[Opening Data extract section]

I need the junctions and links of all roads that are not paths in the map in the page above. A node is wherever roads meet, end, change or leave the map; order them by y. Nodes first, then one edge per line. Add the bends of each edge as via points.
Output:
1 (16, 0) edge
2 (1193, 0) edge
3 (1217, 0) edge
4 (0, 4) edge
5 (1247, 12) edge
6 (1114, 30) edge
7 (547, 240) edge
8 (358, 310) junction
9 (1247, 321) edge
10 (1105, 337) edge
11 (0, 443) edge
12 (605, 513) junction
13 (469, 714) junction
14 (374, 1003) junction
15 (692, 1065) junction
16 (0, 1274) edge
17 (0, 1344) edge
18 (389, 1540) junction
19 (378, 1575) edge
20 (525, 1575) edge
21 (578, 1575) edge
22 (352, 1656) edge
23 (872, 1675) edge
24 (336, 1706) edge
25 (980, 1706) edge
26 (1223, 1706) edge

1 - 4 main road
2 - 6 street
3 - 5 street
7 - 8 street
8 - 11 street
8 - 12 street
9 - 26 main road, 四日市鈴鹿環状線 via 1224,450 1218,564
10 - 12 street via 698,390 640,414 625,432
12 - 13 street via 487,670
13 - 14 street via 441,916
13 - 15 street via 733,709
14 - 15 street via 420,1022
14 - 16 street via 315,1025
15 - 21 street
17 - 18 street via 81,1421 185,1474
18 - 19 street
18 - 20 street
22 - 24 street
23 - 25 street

[Closing Data extract section]

Write out every record exactly as it appears above.

### Result of this exercise
I need the junctions and links of all roads that are not paths in the map in the page above. A node is wherever roads meet, end, change or leave the map; order them by y. Nodes first, then one edge per line. Add the bends of each edge as via points.
Output:
1 (16, 0) edge
2 (1193, 0) edge
3 (1217, 0) edge
4 (0, 4) edge
5 (1247, 12) edge
6 (1114, 30) edge
7 (547, 240) edge
8 (358, 310) junction
9 (1247, 321) edge
10 (1105, 337) edge
11 (0, 443) edge
12 (605, 513) junction
13 (469, 714) junction
14 (374, 1003) junction
15 (692, 1065) junction
16 (0, 1274) edge
17 (0, 1344) edge
18 (389, 1540) junction
19 (378, 1575) edge
20 (525, 1575) edge
21 (578, 1575) edge
22 (352, 1656) edge
23 (872, 1675) edge
24 (336, 1706) edge
25 (980, 1706) edge
26 (1223, 1706) edge

1 - 4 main road
2 - 6 street
3 - 5 street
7 - 8 street
8 - 11 street
8 - 12 street
9 - 26 main road, 四日市鈴鹿環状線 via 1224,450 1218,564
10 - 12 street via 698,390 640,414 625,432
12 - 13 street via 487,670
13 - 14 street via 441,916
13 - 15 street via 733,709
14 - 15 street via 420,1022
14 - 16 street via 315,1025
15 - 21 street
17 - 18 street via 81,1421 185,1474
18 - 19 street
18 - 20 street
22 - 24 street
23 - 25 street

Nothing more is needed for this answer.